There has been no attempt at a full reconstruction of all the surviving texts that probably derive from the CH, partly because of the difficulty of distinguishing with absolute certainty constitutions of Hermogenian from those of Gregorian in the Codex Justinianeus in the years of the mid 290s, where they appear to overlap. Honoré (1994) provides the full text of all the private rescripts of the relevant period but in a single chronological sequence, not according to their possible location in the CH. The fullest edition of CH is that by Cenderelli (1965: 143-81), who lists references only where the source is CJ but otherwise gives the full text, as did Haenel (1837: 57-80), though he included only texts explicitly attributed to CH by ancient authorities and so did not cite the CJ material, on the grounds that it was only implicitly attributed.
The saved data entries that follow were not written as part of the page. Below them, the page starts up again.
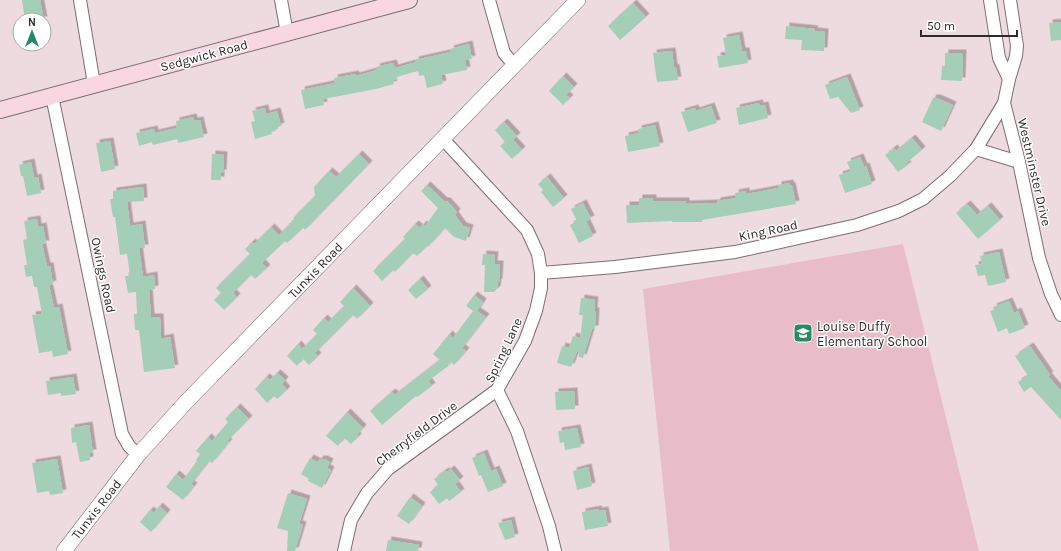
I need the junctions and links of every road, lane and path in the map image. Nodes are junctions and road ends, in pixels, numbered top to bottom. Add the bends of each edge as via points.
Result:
1 (80, 0) edge
2 (281, 0) edge
3 (409, 0) edge
4 (489, 0) edge
5 (578, 0) edge
6 (990, 0) edge
7 (1010, 0) edge
8 (286, 33) junction
9 (514, 65) junction
10 (1009, 79) junction
11 (94, 84) junction
12 (52, 96) junction
13 (1004, 103) junction
14 (0, 110) edge
15 (443, 139) junction
16 (976, 148) junction
17 (1019, 162) junction
18 (541, 273) junction
19 (1061, 315) edge
20 (497, 390) junction
21 (138, 455) junction
22 (64, 551) edge
23 (344, 551) edge
24 (555, 551) edge

1 - 11 street
2 - 8 street
3 - 8 main road, Sedgwick Road
4 - 9 street via 504,53
5 - 9 street, Tunxis Road
6 - 10 street via 999,58
7 - 10 street, Westminster Drive via 1017,46
8 - 11 main road, Sedgwick Road
9 - 15 street, Tunxis Road
10 - 13 street, Westminster Drive
11 - 12 main road, Sedgwick Road
12 - 14 main road, Sedgwick Road
12 - 21 street, Owings Road via 122,434
13 - 16 street, King Road
13 - 17 street, Westminster Drive
15 - 18 street, Spring Lane via 527,230 538,254
15 - 21 street, Tunxis Road via 186,402
16 - 17 street
16 - 18 street, King Road via 950,176 923,199 910,207 857,225 734,252 615,267
17 - 19 street, Westminster Drive via 1039,258
18 - 20 street, Spring Lane via 536,311 525,342
20 - 23 street, Cherryfield Drive via 388,469 367,493 351,520
20 - 24 street, Spring Lane via 517,431
21 - 22 street, Tunxis Road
Krueger (1890) edited the Visigothic abridgement of CH, with its accompanying interpretationes (pp. 234-35), and provided a reconstruction of the structure of the CH, again excluding CJ material (pp. 242-45), inserting the full text only where it did not otherwise appear in the Collectio iuris Romani Anteiustiniani. Rotondi (1922: 154-58) and Sperandio (2005: 389-95) provide only an outline list of the titles, though the latter offers a useful concordance with Lenel's edition of the Edictum Perpetuum. Karampoula (2008) reconstructs on the same principles as Cenderelli (1965) but provides text (including Visigothic interpretationes) in a modern Greek version.